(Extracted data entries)
= = = = =

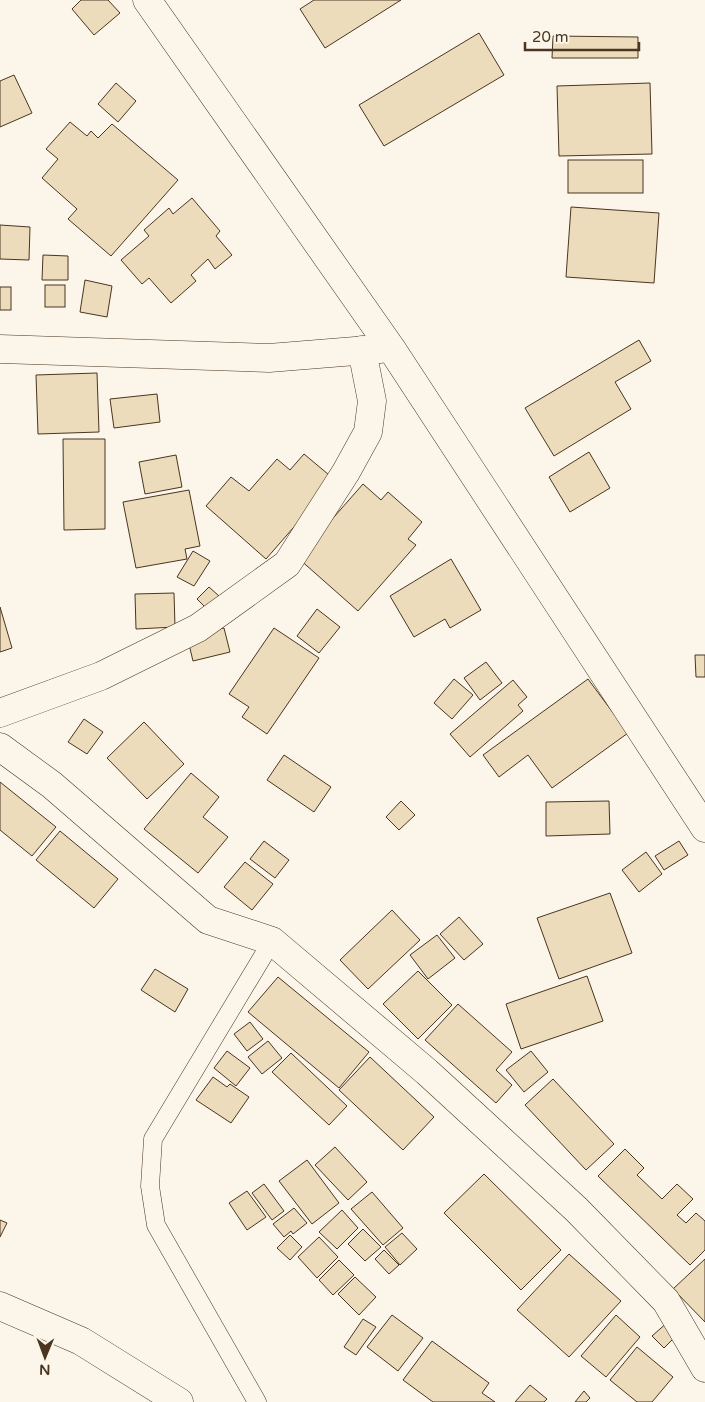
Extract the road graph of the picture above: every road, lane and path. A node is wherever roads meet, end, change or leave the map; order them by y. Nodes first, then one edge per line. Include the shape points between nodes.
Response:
1 (147, 0) edge
2 (391, 348) junction
3 (0, 349) edge
4 (362, 350) junction
5 (0, 713) edge
6 (0, 747) edge
7 (705, 828) edge
8 (272, 941) junction
9 (0, 1306) edge
10 (705, 1368) edge
11 (179, 1402) edge
12 (257, 1402) edge

1 - 2 street
2 - 4 street
2 - 7 street
3 - 4 street via 269,358
4 - 5 street via 372,401 368,432 287,564 198,628 101,676
6 - 8 street via 52,785 208,920
8 - 10 street via 427,1072 576,1209 666,1301
8 - 12 lane via 153,1139 150,1186 156,1225
9 - 11 street via 81,1341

= = = = =

▸ Exercise objective: Your answer should be an exact copy of the entries above, with no images included.

▸ Result for this exercise:
Extract the road graph of the picture above: every road, lane and path. A node is wherever roads meet, end, change or leave the map; order them by y. Nodes first, then one edge per line. Include the shape points between nodes.
Response:
1 (147, 0) edge
2 (391, 348) junction
3 (0, 349) edge
4 (362, 350) junction
5 (0, 713) edge
6 (0, 747) edge
7 (705, 828) edge
8 (272, 941) junction
9 (0, 1306) edge
10 (705, 1368) edge
11 (179, 1402) edge
12 (257, 1402) edge

1 - 2 street
2 - 4 street
2 - 7 street
3 - 4 street via 269,358
4 - 5 street via 372,401 368,432 287,564 198,628 101,676
6 - 8 street via 52,785 208,920
8 - 10 street via 427,1072 576,1209 666,1301
8 - 12 lane via 153,1139 150,1186 156,1225
9 - 11 street via 81,1341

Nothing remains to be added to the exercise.